The transport properties of the human renal Na(+)- dicarboxylate cotransporter under voltage-clamp conditions.

Abstract

The transport properties of the human Na(+)-dicarboxylate cotransporter, (hNaDC-1), expressed in Xenopus laevis oocytes were characterized using the two-electrode voltage clamp technique. Steady-state succinate-evoked inward currents in hNaDC-1 were dependent on the concentrations of succinate and sodium, and on the membrane potential. At -50 mV, the half-saturation constant for succinate (K(0.5)(succinate)) was 1.1 mM and the half-saturation constant for sodium (K(0.5)(sodium)) was 65 mM. The Hill coefficient was 2.3, which is consistent with a transport stoichiometry of 3 Na(+):1 divalent anion substrate. The hNaDC-1 exhibits a high-cation selectivity. Sodium is the preferred cation and other cations, such as lithium, were not able to support transport of succinate.
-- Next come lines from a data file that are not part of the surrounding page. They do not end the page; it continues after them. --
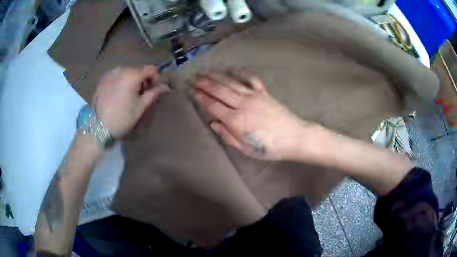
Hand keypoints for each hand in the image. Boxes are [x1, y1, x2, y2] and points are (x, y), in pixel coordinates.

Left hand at [93, 66, 168, 138]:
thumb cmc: (122, 118)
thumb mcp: (140, 107)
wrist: (98, 127)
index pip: (151, 69)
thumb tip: (166, 87)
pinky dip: (121, 81)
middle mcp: (121, 69)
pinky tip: (118, 95)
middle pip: (138, 70)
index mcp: (132, 74)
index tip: (153, 90)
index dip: (156, 78)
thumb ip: (154, 93)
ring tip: (128, 96)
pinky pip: (117, 75)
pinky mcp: (103, 79)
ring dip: (132, 80)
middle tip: (140, 95)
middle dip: (143, 80)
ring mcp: (110, 73)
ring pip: (127, 72)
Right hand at [194, 70, 316, 159]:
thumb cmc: (270, 147)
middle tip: (194, 78)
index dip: (201, 97)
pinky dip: (240, 72)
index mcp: (236, 121)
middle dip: (204, 83)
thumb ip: (228, 136)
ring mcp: (254, 96)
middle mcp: (243, 105)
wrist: (294, 137)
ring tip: (206, 72)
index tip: (192, 91)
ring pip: (231, 82)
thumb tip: (213, 124)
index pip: (213, 105)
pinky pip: (250, 78)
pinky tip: (232, 69)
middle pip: (219, 90)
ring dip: (216, 76)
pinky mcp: (264, 92)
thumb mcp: (246, 149)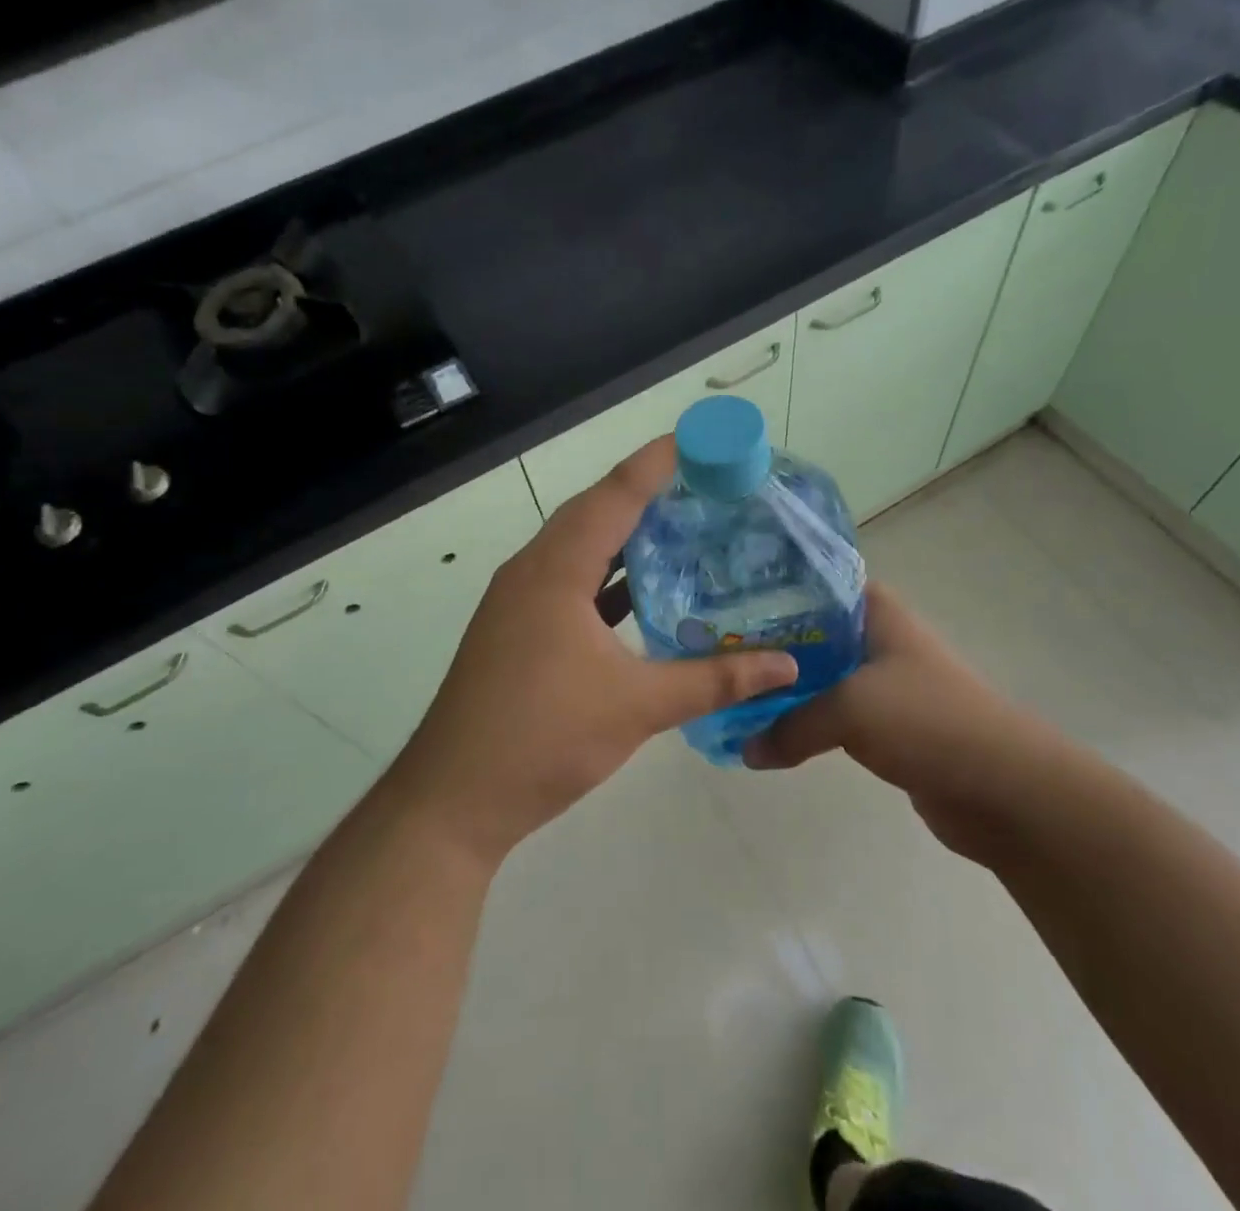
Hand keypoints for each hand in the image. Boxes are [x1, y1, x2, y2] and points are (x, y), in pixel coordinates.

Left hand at [388, 438, 798, 866]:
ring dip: (625, 536)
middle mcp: (532, 571)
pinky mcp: (516, 630)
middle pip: (594, 513)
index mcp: (556, 570)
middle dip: (646, 493)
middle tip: (703, 485)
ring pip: (579, 549)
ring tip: (681, 528)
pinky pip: (569, 583)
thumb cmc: (544, 738)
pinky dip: (607, 578)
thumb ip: (714, 680)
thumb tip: (786, 664)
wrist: (454, 799)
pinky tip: (642, 593)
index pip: (613, 496)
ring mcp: (518, 601)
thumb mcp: (637, 706)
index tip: (699, 440)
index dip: (656, 463)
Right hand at [742, 583, 1071, 859]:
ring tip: (730, 689)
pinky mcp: (885, 724)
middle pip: (809, 630)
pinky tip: (767, 729)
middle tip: (713, 650)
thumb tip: (745, 750)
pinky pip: (831, 714)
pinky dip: (803, 720)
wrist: (1005, 789)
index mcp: (875, 610)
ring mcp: (882, 681)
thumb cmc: (927, 721)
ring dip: (782, 687)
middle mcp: (876, 637)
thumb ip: (789, 725)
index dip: (769, 588)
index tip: (723, 601)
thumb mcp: (849, 710)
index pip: (812, 581)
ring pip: (818, 674)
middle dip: (766, 643)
The preferred substrates of hNaDC-1 are fumarate (K(0.5) 1.8 mM) and succinate, followed by methylsuccinate (K(0.5) 2.8 mM), citrate (K(0. 5) 6.8 mM) and alpha-ketoglutarate (K(0.5) 16 mM). The hNaDC-1 may also transport sodium ions through an uncoupled leak pathway, which is sensitive to phloretin inhibition. We propose a transport model for hNaDC-1 in which the binding of three sodium ions is followed by substrate binding.